** WORK ORDER **
Print the entries below word for word; the pictures stay out of your copy.

BEGIN RECORDS SUPPLIED

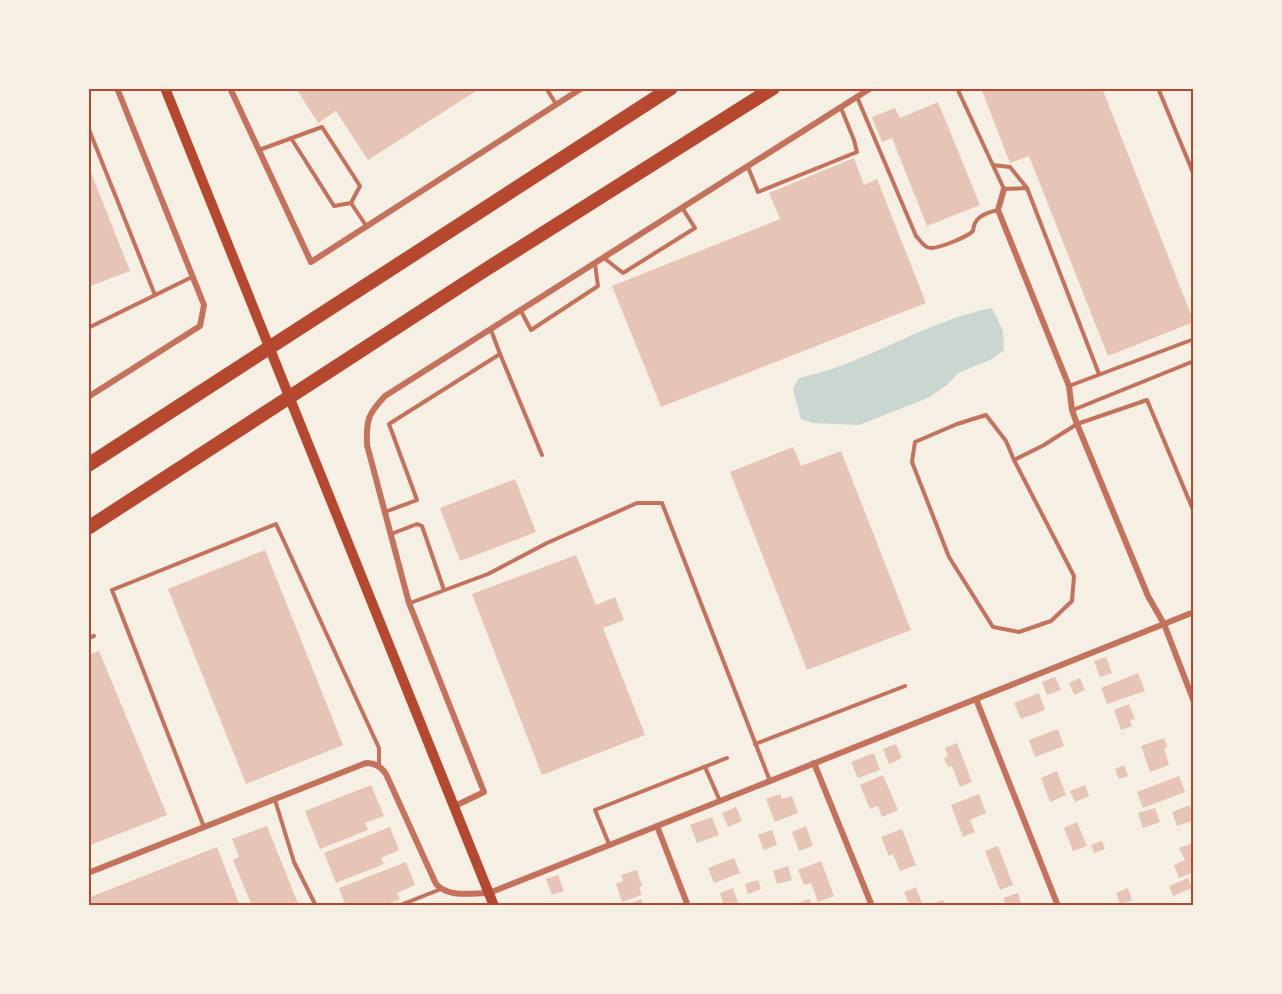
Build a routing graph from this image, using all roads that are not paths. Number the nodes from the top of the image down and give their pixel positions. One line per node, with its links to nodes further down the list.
1 (117, 88): 28 (street)
2 (165, 88): 65 (main road)
3 (230, 88): 16 (street)
4 (546, 88): 12 (lane)
5 (582, 88): 12 (street)
6 (671, 88): 43 (highway)
7 (774, 88): 46 (highway)
8 (871, 88): 11 (street)
9 (957, 88): 17 (lane)
10 (1158, 88): 19 (lane)
11 (857, 97): 13 (street); 24 (lane)
12 (557, 105): 25 (street)
13 (841, 108): 18 (street); 18 (lane)
14 (88, 127): 29 (lane)
15 (291, 138): 16 (lane); 22 (lane); 22 (lane)
16 (259, 150): 25 (street)
17 (993, 165): 20 (lane); 21 (lane)
18 (748, 167): 23 (street)
19 (1194, 176)
20 (1027, 188): 21 (lane); 36 (lane)
21 (1004, 189): 24 (street)
22 (351, 203): 25 (lane)
23 (683, 208): 26 (street); 26 (lane)
24 (998, 210): 37 (street)
25 (367, 227)
26 (604, 258): 27 (street)
27 (595, 264): 30 (street); 30 (lane)
28 (192, 277): 29 (lane); 38 (street)
29 (155, 295): 31 (lane)
30 (521, 311): 32 (street)
31 (88, 328)
32 (491, 330): 34 (lane); 44 (street)
33 (1194, 339): 36 (lane)
34 (500, 354): 41 (lane); 44 (lane)
35 (1194, 361): 39 (lane)
36 (1099, 374): 37 (lane)
37 (1070, 386): 39 (street)
38 (88, 397)
39 (1072, 410): 40 (street)
40 (1077, 424): 42 (lane); 45 (lane); 51 (street)
41 (542, 455)
42 (1014, 460): 42 (lane)
43 (88, 465)
44 (385, 512): 47 (street)
45 (1194, 512)
46 (88, 528)
47 (391, 534): 48 (lane); 49 (street)
48 (444, 590): 49 (lane); 57 (lane)
49 (409, 603): 65 (street)
50 (1194, 612): 51 (street)
51 (1164, 624): 55 (street); 56 (street)
52 (94, 636): 53 (lane)
53 (88, 638)
54 (905, 686): 57 (lane)
55 (976, 699): 59 (street); 77 (street)
56 (1194, 702)
57 (755, 744): 62 (lane)
58 (727, 758): 61 (lane)
59 (814, 763): 62 (street); 76 (street)
60 (379, 765): 63 (street); 67 (lane); 70 (street)
61 (705, 767): 64 (lane); 68 (lane)
62 (770, 781): 64 (street)
63 (274, 799): 67 (street); 72 (lane)
64 (720, 801): 66 (street)
65 (455, 806): 71 (main road)
66 (657, 826): 68 (street); 75 (street)
67 (204, 827): 69 (street)
68 (609, 845): 71 (street)
69 (88, 873)
70 (441, 889): 71 (street); 73 (lane)
71 (489, 893): 74 (main road)
72 (316, 906)
73 (398, 906)
74 (494, 906)
75 (688, 906)
76 (872, 906)
77 (1058, 906)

END RECORDS SUPPLIED

** WRITTEN SOLUTION **
Build a routing graph from this image, using all roads that are not paths. Number the nodes from the top of the image down and give their pixel positions. One line per node, with its links to nodes further down the list.
1 (117, 88): 28 (street)
2 (165, 88): 65 (main road)
3 (230, 88): 16 (street)
4 (546, 88): 12 (lane)
5 (582, 88): 12 (street)
6 (671, 88): 43 (highway)
7 (774, 88): 46 (highway)
8 (871, 88): 11 (street)
9 (957, 88): 17 (lane)
10 (1158, 88): 19 (lane)
11 (857, 97): 13 (street); 24 (lane)
12 (557, 105): 25 (street)
13 (841, 108): 18 (street); 18 (lane)
14 (88, 127): 29 (lane)
15 (291, 138): 16 (lane); 22 (lane); 22 (lane)
16 (259, 150): 25 (street)
17 (993, 165): 20 (lane); 21 (lane)
18 (748, 167): 23 (street)
19 (1194, 176)
20 (1027, 188): 21 (lane); 36 (lane)
21 (1004, 189): 24 (street)
22 (351, 203): 25 (lane)
23 (683, 208): 26 (street); 26 (lane)
24 (998, 210): 37 (street)
25 (367, 227)
26 (604, 258): 27 (street)
27 (595, 264): 30 (street); 30 (lane)
28 (192, 277): 29 (lane); 38 (street)
29 (155, 295): 31 (lane)
30 (521, 311): 32 (street)
31 (88, 328)
32 (491, 330): 34 (lane); 44 (street)
33 (1194, 339): 36 (lane)
34 (500, 354): 41 (lane); 44 (lane)
35 (1194, 361): 39 (lane)
36 (1099, 374): 37 (lane)
37 (1070, 386): 39 (street)
38 (88, 397)
39 (1072, 410): 40 (street)
40 (1077, 424): 42 (lane); 45 (lane); 51 (street)
41 (542, 455)
42 (1014, 460): 42 (lane)
43 (88, 465)
44 (385, 512): 47 (street)
45 (1194, 512)
46 (88, 528)
47 (391, 534): 48 (lane); 49 (street)
48 (444, 590): 49 (lane); 57 (lane)
49 (409, 603): 65 (street)
50 (1194, 612): 51 (street)
51 (1164, 624): 55 (street); 56 (street)
52 (94, 636): 53 (lane)
53 (88, 638)
54 (905, 686): 57 (lane)
55 (976, 699): 59 (street); 77 (street)
56 (1194, 702)
57 (755, 744): 62 (lane)
58 (727, 758): 61 (lane)
59 (814, 763): 62 (street); 76 (street)
60 (379, 765): 63 (street); 67 (lane); 70 (street)
61 (705, 767): 64 (lane); 68 (lane)
62 (770, 781): 64 (street)
63 (274, 799): 67 (street); 72 (lane)
64 (720, 801): 66 (street)
65 (455, 806): 71 (main road)
66 (657, 826): 68 (street); 75 (street)
67 (204, 827): 69 (street)
68 (609, 845): 71 (street)
69 (88, 873)
70 (441, 889): 71 (street); 73 (lane)
71 (489, 893): 74 (main road)
72 (316, 906)
73 (398, 906)
74 (494, 906)
75 (688, 906)
76 (872, 906)
77 (1058, 906)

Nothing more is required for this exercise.